Lucy scratches a lot too. when I first got her she had a rash on her stomach, which has recurred several times -- and an ear infection. However, I check her over and she scratches when I can't find anything wrong. A friend suggested that she is so active (I would call it hyper and over excited) that when she has nothing to do - she scratches. I guess if the vet checked your dog over and there is nothing that can be seen, then I would just keep an eye on it. 

However, probably others have better suggestions.


----------



## caboodles (Jan 7, 2011)

I think it's perfectly normal.. Having two dogs allows me to compare a lot, and between my two, Winston scratches his ears and armpits more frequently than Hudson. Both receive the same amount of grooming and maintenance, so I know that it's not an infection or anything, I think it's just a matter of their different oils on their skins, and I think Winston has a bit less so it becomes slightly itchy from time to time.

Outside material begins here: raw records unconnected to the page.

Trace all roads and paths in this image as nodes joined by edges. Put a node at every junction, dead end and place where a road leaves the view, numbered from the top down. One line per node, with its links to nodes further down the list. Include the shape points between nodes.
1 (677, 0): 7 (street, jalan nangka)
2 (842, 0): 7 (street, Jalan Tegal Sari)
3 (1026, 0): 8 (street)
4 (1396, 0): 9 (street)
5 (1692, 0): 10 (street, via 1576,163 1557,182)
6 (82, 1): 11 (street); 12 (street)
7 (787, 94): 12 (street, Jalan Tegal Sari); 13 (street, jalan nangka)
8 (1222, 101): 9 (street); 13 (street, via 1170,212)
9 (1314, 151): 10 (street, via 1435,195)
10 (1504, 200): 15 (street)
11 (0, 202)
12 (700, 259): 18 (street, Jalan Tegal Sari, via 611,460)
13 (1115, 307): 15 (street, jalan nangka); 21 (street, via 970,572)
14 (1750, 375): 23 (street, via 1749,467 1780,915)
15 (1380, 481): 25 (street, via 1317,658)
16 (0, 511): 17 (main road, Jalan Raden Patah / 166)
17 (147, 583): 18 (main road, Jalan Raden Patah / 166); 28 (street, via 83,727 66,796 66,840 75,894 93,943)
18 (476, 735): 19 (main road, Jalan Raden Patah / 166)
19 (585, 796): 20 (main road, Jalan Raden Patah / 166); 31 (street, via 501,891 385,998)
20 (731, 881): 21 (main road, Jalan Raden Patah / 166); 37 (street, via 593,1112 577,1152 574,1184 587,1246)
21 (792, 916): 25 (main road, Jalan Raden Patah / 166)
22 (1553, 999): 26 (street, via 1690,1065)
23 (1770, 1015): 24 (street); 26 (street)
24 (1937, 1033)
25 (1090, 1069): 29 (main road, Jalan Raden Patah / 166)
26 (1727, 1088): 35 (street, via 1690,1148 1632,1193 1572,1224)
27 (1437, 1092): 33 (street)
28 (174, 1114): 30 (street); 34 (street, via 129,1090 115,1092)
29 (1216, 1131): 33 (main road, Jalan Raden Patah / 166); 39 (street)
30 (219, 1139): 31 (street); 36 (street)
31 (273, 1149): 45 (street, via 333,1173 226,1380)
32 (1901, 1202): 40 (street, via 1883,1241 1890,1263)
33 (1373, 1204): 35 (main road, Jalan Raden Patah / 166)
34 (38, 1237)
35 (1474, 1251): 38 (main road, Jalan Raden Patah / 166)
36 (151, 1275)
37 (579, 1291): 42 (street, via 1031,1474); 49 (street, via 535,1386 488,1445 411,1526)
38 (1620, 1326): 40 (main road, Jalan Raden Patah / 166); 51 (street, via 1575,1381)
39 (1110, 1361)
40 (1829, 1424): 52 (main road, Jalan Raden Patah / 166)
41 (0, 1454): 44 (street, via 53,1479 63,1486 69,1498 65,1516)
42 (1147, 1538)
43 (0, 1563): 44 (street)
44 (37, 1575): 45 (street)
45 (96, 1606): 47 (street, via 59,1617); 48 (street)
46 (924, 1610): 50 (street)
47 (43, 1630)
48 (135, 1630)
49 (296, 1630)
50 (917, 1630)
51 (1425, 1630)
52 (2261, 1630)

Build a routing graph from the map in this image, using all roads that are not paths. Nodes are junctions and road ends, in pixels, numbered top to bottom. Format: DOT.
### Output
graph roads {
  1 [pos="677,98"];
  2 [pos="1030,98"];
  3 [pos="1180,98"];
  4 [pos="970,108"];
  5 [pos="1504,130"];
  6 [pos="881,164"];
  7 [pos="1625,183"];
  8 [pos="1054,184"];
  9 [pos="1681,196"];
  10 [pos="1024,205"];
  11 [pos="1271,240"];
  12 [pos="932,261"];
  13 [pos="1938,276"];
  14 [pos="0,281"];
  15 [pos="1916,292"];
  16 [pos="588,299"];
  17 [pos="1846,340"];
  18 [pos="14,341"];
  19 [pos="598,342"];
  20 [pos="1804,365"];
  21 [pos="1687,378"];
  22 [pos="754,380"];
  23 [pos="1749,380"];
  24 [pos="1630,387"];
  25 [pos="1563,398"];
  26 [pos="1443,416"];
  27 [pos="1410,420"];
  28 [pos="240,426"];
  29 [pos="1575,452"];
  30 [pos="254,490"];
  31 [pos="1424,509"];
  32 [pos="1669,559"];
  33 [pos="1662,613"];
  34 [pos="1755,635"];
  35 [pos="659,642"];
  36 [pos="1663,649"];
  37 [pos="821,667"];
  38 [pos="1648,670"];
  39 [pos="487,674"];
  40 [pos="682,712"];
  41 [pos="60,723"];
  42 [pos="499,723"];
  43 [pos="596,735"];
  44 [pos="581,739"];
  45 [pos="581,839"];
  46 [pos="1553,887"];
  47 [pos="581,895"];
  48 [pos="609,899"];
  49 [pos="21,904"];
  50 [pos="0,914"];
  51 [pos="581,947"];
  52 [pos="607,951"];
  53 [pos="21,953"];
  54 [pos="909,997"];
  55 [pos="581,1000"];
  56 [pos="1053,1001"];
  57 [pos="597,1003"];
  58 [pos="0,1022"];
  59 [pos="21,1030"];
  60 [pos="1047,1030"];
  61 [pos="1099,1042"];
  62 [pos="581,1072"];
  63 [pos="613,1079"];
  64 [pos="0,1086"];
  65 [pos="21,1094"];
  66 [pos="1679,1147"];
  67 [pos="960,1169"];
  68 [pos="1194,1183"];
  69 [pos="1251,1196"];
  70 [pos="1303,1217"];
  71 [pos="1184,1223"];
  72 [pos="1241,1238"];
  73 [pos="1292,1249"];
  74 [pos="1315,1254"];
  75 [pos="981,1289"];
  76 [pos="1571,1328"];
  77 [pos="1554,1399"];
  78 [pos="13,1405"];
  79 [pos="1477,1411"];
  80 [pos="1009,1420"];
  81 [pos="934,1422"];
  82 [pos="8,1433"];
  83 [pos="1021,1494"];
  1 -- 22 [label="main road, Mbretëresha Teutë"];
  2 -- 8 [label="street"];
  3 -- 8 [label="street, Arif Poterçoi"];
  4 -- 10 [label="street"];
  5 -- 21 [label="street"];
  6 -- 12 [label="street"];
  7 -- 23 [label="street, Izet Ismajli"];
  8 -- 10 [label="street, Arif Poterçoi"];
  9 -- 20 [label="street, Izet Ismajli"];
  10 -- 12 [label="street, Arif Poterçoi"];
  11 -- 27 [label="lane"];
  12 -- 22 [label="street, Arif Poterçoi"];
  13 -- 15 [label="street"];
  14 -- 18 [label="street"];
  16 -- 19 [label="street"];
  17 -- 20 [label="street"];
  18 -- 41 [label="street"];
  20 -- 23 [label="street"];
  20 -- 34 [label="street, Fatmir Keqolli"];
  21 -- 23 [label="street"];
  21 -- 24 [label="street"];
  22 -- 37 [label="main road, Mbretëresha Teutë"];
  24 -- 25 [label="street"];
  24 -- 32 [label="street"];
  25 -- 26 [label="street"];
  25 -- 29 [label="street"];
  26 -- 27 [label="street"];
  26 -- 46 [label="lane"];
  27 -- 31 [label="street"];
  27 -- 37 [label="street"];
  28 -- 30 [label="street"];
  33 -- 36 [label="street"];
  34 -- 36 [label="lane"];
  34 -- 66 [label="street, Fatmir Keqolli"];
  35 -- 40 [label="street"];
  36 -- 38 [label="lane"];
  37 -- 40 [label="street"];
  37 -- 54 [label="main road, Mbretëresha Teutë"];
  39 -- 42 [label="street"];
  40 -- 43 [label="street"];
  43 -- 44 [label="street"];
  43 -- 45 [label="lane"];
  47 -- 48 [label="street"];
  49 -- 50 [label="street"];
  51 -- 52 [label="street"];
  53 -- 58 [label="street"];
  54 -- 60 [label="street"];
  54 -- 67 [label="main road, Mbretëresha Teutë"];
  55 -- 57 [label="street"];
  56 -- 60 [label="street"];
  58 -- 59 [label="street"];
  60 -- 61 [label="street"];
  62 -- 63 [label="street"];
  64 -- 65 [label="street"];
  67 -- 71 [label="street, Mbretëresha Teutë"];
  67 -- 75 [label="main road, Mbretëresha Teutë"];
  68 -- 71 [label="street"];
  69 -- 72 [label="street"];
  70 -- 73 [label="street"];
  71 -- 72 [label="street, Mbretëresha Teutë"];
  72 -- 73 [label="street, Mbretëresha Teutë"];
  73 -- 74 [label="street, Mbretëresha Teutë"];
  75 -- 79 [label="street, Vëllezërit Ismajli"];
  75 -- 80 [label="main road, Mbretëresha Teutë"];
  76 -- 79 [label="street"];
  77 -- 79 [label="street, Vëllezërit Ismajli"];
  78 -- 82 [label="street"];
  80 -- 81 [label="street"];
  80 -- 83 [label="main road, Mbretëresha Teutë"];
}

About the moaning.. it probably feels good for her! I know everytime I clean out Winston's ear with a liquid solution, he moans!! It's like he thinks I'm giving him a massage, since having his ears rubbed is his soft spot! He will NOT leave anyone's side if they are massaging his ears!

I use R-7 cleaner by the way.. I think it's pretty mild on the pH level yet does the job well in removing the wax! Both of mine really enjoy their sunday ear cleaning ...


----------



## northerndancer (Jan 27, 2011)

Thanks for the tip about R-7 cleaner. I think the solution I used was too harsh. You should have seen the look she gave me - it was like...."I trusted you, how could you do this to me?" In the future I definitely want to use something gentle that will not irritate her skin at all - that is assuming she will ever let me get near her ears again. 

Our previous dog developed a chronic ear infection that never went away despite many treatments so I want to take whatever steps are reasonable to prevent an ear infection.


----------